Communication with the kernel is through NtTraceEvent (with ETW_NT_FLAGS_TRACE_MESSAGE set in the Flags). To form the inputs for this call, the function assembles its own inputs into a single packet of event data on the heap. This packet begins as a fixed-size MESSAGE_TRACE_USER header whose Data member in turn begins the variable-size message arguments all assembled into one byte array. The Data member is at offset 0x2C but the header’s size is 0x30 bytes. If the total of 0x30 bytes for the header and of all bytes for the message arguments exceeds 8KB, the function fails, returning ERROR_BUFFER_OVERFLOW. The function also fails, returning ERROR_NOT_ENOUGH_MEMORY (which the documentation says is “Not supported”), if sufficient space cannot be obtained on the heap.

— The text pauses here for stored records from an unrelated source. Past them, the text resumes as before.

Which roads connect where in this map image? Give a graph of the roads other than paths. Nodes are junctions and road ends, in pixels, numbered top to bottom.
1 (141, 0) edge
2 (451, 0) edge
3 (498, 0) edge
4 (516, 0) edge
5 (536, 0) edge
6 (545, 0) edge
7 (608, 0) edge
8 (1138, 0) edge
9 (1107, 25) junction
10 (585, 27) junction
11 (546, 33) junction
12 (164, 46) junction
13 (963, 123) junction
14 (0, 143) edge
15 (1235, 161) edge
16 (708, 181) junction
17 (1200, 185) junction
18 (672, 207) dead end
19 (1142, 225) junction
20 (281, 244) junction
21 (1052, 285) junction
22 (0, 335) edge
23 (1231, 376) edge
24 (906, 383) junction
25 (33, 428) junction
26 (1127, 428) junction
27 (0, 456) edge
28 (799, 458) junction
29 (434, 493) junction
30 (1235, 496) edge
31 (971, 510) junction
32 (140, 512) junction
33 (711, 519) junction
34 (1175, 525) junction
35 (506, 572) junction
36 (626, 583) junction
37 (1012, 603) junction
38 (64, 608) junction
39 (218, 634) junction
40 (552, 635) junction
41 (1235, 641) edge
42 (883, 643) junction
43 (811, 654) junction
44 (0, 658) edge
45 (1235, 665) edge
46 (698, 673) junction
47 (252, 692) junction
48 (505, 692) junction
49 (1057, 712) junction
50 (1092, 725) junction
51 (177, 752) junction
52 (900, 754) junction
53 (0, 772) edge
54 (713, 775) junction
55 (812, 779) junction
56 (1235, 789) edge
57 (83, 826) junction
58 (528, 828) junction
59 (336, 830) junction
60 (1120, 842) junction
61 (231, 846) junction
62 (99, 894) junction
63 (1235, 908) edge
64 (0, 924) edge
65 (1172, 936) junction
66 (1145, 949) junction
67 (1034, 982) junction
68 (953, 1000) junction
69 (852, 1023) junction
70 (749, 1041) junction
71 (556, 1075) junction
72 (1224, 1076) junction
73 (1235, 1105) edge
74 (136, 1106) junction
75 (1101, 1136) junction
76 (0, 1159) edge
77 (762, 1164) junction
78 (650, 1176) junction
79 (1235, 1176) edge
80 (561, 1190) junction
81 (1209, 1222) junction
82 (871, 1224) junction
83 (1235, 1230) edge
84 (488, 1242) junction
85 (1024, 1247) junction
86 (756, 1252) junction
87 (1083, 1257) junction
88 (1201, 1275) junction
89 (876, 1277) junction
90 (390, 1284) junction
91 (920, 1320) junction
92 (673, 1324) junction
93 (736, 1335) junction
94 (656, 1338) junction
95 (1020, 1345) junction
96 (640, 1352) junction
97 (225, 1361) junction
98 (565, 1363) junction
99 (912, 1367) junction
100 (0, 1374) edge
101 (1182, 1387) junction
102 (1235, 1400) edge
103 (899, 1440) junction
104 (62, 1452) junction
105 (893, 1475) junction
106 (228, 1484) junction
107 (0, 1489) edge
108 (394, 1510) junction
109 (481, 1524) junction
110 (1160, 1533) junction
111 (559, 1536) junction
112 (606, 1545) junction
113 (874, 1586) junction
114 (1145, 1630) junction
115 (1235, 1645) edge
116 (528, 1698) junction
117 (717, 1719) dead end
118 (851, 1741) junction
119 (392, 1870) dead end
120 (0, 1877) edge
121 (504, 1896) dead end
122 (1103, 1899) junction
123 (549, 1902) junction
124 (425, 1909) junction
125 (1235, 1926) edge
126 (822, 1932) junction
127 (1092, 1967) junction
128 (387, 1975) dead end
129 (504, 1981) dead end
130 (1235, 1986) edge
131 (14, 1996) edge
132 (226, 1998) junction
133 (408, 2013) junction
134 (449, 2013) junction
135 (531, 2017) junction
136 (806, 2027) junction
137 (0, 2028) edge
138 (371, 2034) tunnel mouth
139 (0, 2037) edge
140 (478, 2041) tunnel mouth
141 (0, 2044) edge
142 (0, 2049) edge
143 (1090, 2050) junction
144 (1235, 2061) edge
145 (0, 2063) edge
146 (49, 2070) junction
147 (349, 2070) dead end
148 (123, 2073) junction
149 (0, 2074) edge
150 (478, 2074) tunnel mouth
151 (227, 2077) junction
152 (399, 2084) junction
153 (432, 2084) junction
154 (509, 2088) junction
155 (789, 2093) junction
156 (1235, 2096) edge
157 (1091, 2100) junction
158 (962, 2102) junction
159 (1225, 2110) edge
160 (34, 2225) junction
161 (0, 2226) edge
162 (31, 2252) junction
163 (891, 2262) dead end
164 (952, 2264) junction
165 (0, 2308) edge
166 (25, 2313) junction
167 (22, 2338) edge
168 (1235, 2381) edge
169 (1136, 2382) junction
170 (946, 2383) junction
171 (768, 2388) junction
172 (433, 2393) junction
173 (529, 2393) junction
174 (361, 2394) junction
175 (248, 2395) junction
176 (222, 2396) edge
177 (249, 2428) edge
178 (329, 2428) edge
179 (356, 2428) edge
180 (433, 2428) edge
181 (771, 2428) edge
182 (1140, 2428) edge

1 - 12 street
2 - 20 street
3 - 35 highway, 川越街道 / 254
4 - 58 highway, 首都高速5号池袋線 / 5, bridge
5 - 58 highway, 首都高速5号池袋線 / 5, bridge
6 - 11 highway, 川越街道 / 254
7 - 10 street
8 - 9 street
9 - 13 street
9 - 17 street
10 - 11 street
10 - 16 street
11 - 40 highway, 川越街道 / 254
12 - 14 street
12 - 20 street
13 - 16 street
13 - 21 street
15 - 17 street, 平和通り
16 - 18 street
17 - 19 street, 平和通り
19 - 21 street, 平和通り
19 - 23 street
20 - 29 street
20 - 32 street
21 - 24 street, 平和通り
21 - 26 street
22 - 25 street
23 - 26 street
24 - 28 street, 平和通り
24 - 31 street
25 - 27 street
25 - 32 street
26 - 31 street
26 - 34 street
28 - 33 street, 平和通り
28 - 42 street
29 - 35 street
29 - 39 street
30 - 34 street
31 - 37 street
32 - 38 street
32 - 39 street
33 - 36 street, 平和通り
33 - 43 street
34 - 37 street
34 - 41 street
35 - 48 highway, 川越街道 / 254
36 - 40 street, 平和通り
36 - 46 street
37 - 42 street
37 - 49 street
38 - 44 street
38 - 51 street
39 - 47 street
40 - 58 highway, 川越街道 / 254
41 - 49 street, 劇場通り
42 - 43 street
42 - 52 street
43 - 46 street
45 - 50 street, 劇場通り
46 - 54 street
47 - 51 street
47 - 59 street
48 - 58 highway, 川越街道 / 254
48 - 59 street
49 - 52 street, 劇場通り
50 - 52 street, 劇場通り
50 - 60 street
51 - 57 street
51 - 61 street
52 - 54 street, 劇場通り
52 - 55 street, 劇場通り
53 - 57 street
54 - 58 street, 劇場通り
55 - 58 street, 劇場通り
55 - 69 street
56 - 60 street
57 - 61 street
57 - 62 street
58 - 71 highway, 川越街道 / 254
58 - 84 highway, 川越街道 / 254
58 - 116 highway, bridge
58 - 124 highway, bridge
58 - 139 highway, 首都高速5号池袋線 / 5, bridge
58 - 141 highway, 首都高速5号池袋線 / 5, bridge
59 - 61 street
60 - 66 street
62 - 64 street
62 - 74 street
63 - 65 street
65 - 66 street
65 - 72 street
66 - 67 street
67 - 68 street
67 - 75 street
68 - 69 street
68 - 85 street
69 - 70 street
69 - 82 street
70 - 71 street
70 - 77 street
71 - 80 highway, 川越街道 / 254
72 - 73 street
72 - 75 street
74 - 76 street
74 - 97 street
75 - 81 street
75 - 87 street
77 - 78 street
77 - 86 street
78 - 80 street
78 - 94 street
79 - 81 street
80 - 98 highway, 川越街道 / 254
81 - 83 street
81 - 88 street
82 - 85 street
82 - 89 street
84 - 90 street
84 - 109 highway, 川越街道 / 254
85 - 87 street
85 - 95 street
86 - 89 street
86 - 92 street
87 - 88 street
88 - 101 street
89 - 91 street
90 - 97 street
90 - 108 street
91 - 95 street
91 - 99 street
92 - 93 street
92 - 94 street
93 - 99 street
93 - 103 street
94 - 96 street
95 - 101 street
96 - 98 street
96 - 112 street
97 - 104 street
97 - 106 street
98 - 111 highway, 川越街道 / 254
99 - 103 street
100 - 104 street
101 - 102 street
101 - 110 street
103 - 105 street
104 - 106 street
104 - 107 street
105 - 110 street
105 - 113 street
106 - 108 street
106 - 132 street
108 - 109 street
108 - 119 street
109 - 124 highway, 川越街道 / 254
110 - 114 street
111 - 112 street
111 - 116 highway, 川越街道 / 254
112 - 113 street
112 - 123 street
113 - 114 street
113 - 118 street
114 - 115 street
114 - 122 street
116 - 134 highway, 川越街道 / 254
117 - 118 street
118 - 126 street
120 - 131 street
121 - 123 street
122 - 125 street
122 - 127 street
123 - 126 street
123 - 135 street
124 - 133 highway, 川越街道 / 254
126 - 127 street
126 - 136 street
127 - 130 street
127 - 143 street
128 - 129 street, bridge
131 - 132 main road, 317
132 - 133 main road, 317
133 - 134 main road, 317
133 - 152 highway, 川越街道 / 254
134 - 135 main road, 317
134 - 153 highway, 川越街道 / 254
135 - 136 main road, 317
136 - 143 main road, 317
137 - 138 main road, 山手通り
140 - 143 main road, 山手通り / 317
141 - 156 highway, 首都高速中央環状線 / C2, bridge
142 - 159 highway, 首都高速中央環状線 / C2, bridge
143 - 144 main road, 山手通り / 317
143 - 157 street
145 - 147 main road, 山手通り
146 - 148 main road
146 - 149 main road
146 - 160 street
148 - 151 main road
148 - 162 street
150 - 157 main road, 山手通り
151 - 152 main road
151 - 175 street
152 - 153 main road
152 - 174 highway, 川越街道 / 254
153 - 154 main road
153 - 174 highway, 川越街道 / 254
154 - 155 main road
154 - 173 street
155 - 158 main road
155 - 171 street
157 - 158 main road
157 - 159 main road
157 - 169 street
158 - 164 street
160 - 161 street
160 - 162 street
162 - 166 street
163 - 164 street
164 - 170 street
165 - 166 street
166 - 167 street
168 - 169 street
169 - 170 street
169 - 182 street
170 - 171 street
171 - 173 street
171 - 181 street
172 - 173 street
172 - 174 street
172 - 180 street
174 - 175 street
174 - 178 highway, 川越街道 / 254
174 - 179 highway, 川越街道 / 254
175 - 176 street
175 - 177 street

Wherever the event goes, the handling is similar and whatever results is success or failure for the function. Aside from ERROR_NOACCESS from the kernel’s probes of what it expects to be user-mode addresses, the most notable failures are:
What goes into the trace buffers, and which may then persist in an Event Trace Log (ETL) file, is a MESSAGE_TRACE_HEADER (which tells the total size and contains the MessageFlags and MessageNumber) followed by event-specific data in the following order:
|32-bit sequence number||TRACE_MESSAGE_SEQUENCE is set|
|16-byte GUID from MessageGuid||TRACE_MESSAGE_GUID is set and TRACE_MESSAGE_COMPONENTID is clear|
|32-bit component ID from MessageGuid||TRACE_MESSAGE_COMPONENTID is set|
|8-byte time stamp||TRACE_MESSAGE_TIMESTAMP is set|
|32-bit thread and process IDs (in that order)||TRACE_MESSAGE_SYSTEMINFO is set|
|message arguments as byte array|
The time stamp is the high-frequency performance counter if TRACE_MESSAGE_PERFORMANCE_TIMESTAMP is set in the MessageFlags. Otherwise, it is the system time.